Although professional sporting leagues have resumed in several countries after shutting down due to the COVID 19 pandemic, games are played without fans inside the stadia. In Japan, a professional baseball team decided to try out a different approach. They deployed robots to cheer the team on.

Japan baseball team Fukuoka SoftBank Hawks recently hosted a professional baseball game against Rakuten Eagles. The team owed by Softbank deployed over 20 robots to dance in a choreographed style to the team’s fight song on a podium in the stand which was entirely empty.

The robots include the humanoid Softbank’s Pepper robot and several of the Boston Dynamics dog robot named Spot. the four-legged robots were donned with Hawks’ branded face caps and flags. The robots stamped and shimmied in a choreographed dance that is usually performed by the Hawks’ fans before games in the 40,000 capacity Fukuoka Dome.

Although the robots cannot completely replicate routine carried out by some 40,000 fans, it is a reminder of the progress that has been made in robotics engineering. Engineers have been able to design robots that can perform many functions that humans usually carry out and many more that humans can’t do.

Boston Dynamics Spot robot

In this era of COVID 19, Boston Dynamics Spot has been deployed by countries like Singapore to ensure citizens maintain social distancing. Trial deployments have seen Spot create 3D maps of construction sites and hunt for machine faults in offshore oil rigs. Less routine tests include helping hospitals triage COVID-19 patients and, somewhat controversially, working with a police bomb squad.
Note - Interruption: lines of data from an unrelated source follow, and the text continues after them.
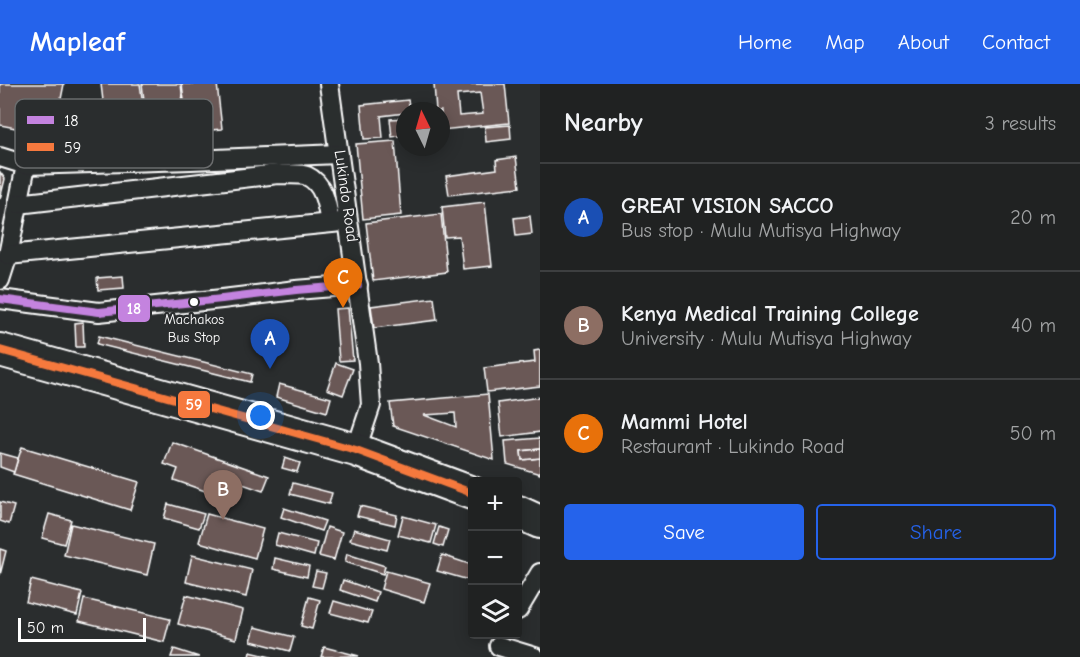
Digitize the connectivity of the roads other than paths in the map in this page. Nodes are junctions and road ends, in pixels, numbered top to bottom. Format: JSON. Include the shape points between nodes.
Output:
{"nodes":[{"id":1,"x":330,"y":84,"type":"edge"},
{"id":2,"x":339,"y":154,"type":"junction"},
{"id":3,"x":0,"y":157,"type":"edge"},
{"id":4,"x":213,"y":159,"type":"edge"},
{"id":5,"x":15,"y":162,"type":"edge"},
{"id":6,"x":25,"y":168,"type":"edge"},
{"id":7,"x":18,"y":204,"type":"junction"},
{"id":8,"x":350,"y":222,"type":"junction"},
{"id":9,"x":330,"y":223,"type":"junction"},
{"id":10,"x":8,"y":255,"type":"junction"},
{"id":11,"x":0,"y":280,"type":"edge"},
{"id":12,"x":358,"y":285,"type":"junction"},
{"id":13,"x":0,"y":299,"type":"edge"},
{"id":14,"x":0,"y":350,"type":"edge"},
{"id":15,"x":356,"y":450,"type":"junction"},
{"id":16,"x":468,"y":492,"type":"edge"},
{"id":17,"x":522,"y":514,"type":"edge"},
{"id":18,"x":540,"y":522,"type":"edge"},
{"id":19,"x":540,"y":573,"type":"edge"},
{"id":20,"x":522,"y":603,"type":"edge"},
{"id":21,"x":500,"y":646,"type":"edge"},
{"id":22,"x":535,"y":657,"type":"edge"}],
"edges":[{"from":1,"to":2,"type":"street","name":"Lukindo Road"},
{"from":2,"to":4,"type":"street"},
{"from":2,"to":8,"type":"street","name":"Lukindo Road"},
{"from":3,"to":5,"type":"street"},
{"from":6,"to":7,"type":"street"},
{"from":7,"to":9,"type":"street","via":[[278,174],[306,175],[318,184]]},
{"from":7,"to":10,"type":"street"},
{"from":8,"to":9,"type":"street"},
{"from":8,"to":12,"type":"street","name":"Lukindo Road"},
{"from":9,"to":10,"type":"street"},
{"from":10,"to":11,"type":"street"},
{"from":12,"to":13,"type":"street","via":[[99,312]]},
{"from":12,"to":15,"type":"street","name":"Lukindo Road","via":[[370,405]]},
{"from":14,"to":15,"type":"highway"},
{"from":15,"to":16,"type":"highway"},
{"from":17,"to":18,"type":"highway"},
{"from":19,"to":20,"type":"street"},
{"from":21,"to":22,"type":"street"}]}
Several persons have shared their thoughts since the video emerged, with opinions ranging from admiration to fear and even dissatisfaction. “First they take our jobs. Then they take our seats,” wrote an unimpressed Twitter user. “Everything about this is awesome! Love it!” expressed another. “It is normal that I’m so afraid of this?” tweeted a third. “The Terminator!,” commented a fourth mentioning a franchise of films on robot apocalypse. Expressing the same notion another wrote, “Terminators; so it begins.”